• [TASK INPUT]:
_ _ _

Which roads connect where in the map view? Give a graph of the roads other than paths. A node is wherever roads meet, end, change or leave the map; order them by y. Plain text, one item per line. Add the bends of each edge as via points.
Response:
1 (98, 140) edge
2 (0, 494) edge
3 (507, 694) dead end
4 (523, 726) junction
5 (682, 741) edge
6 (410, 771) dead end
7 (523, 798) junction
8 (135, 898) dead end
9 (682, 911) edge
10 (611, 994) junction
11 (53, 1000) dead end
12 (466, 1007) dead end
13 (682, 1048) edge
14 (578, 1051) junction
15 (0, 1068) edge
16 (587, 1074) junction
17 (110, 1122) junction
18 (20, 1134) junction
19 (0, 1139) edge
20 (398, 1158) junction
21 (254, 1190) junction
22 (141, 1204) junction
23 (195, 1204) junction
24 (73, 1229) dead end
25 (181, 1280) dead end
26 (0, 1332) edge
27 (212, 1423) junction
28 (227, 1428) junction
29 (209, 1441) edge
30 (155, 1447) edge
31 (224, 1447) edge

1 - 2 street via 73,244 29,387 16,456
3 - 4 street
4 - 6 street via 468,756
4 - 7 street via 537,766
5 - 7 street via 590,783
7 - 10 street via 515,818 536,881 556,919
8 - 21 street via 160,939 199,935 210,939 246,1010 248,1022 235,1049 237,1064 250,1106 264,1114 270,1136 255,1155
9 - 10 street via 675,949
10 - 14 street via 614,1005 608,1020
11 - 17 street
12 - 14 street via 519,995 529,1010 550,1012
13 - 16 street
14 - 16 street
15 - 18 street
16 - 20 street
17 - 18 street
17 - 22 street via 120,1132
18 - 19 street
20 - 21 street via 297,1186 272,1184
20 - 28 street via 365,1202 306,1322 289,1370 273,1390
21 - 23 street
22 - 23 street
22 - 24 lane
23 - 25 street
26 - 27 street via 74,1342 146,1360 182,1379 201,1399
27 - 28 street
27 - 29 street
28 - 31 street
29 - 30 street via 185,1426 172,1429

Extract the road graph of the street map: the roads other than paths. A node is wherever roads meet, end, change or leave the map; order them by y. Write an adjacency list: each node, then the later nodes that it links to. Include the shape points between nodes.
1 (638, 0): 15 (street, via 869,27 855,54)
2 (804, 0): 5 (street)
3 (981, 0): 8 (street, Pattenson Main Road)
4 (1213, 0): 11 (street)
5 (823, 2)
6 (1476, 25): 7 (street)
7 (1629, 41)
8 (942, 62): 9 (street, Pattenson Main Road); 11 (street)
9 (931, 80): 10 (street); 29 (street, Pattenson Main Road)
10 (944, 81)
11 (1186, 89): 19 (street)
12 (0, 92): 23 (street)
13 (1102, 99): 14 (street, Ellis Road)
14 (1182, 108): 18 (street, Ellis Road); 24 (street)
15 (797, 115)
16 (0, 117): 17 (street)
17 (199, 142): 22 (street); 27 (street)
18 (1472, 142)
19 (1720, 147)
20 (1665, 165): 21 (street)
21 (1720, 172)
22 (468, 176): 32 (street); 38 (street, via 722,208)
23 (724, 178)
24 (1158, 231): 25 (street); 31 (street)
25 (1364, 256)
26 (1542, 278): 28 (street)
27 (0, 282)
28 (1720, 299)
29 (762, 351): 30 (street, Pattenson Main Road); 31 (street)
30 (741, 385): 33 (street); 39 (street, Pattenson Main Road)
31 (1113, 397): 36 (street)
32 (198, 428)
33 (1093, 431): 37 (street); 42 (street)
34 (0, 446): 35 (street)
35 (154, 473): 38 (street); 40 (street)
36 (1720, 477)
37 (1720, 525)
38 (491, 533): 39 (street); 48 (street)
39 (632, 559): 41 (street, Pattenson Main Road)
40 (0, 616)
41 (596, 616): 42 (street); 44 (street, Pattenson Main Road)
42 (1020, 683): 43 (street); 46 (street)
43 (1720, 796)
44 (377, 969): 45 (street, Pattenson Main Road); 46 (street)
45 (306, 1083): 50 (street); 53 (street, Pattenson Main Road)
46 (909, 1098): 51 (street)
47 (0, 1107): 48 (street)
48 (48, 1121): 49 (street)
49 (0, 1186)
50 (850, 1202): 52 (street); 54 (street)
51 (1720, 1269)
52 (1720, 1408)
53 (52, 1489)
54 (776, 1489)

_ _ _

• [TASK INSTRUCTIONS]: Identify the lines of the data that contain the word "Pattenson". Copy each of them.

• [RESULT]:
3 (981, 0): 8 (street, Pattenson Main Road)
8 (942, 62): 9 (street, Pattenson Main Road); 11 (street)
9 (931, 80): 10 (street); 29 (street, Pattenson Main Road)
29 (762, 351): 30 (street, Pattenson Main Road); 31 (street)
30 (741, 385): 33 (street); 39 (street, Pattenson Main Road)
39 (632, 559): 41 (street, Pattenson Main Road)
41 (596, 616): 42 (street); 44 (street, Pattenson Main Road)
44 (377, 969): 45 (street, Pattenson Main Road); 46 (street)
45 (306, 1083): 50 (street); 53 (street, Pattenson Main Road)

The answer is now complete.